EXERCISE REQUIREMENTS: Would you pull out every line of the material that contains the string "Nord"?

------ RECORDS SUPPLIED ------

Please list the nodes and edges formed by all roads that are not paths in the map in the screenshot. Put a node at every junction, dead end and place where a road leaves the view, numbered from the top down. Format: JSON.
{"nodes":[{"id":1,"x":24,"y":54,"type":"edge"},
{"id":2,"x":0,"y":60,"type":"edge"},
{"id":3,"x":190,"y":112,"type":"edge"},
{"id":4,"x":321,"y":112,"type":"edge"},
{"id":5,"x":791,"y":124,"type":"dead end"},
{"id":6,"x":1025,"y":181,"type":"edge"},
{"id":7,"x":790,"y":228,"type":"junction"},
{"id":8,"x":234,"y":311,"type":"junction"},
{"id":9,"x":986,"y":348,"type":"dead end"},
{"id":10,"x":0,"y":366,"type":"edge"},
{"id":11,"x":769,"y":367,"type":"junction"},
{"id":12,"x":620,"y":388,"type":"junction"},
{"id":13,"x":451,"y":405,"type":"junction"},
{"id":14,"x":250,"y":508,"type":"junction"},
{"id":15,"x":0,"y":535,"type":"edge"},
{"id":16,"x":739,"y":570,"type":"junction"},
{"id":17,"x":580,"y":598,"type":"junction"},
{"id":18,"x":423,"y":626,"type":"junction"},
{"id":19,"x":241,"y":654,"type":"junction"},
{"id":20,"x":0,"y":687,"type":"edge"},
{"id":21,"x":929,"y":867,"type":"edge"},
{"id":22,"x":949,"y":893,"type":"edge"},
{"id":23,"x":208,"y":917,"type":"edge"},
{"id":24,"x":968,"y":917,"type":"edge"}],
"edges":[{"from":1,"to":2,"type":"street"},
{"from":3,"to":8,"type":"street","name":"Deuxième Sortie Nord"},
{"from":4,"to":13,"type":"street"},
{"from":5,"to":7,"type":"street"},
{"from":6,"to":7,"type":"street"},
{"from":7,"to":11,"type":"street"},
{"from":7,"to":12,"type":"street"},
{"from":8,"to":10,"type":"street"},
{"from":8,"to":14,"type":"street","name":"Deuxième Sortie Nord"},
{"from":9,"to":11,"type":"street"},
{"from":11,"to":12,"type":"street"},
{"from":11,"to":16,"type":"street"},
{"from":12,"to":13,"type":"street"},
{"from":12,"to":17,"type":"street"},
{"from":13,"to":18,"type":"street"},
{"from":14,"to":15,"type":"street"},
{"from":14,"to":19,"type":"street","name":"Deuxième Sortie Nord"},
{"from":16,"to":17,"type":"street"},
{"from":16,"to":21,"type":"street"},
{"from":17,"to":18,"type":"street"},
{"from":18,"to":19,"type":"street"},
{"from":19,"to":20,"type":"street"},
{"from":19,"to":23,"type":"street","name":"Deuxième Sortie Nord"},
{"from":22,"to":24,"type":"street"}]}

------

ANSWER BELOW:
{"from":3,"to":8,"type":"street","name":"Deuxième Sortie Nord"},
{"from":8,"to":14,"type":"street","name":"Deuxième Sortie Nord"},
{"from":14,"to":19,"type":"street","name":"Deuxième Sortie Nord"},
{"from":19,"to":23,"type":"street","name":"Deuxième Sortie Nord"},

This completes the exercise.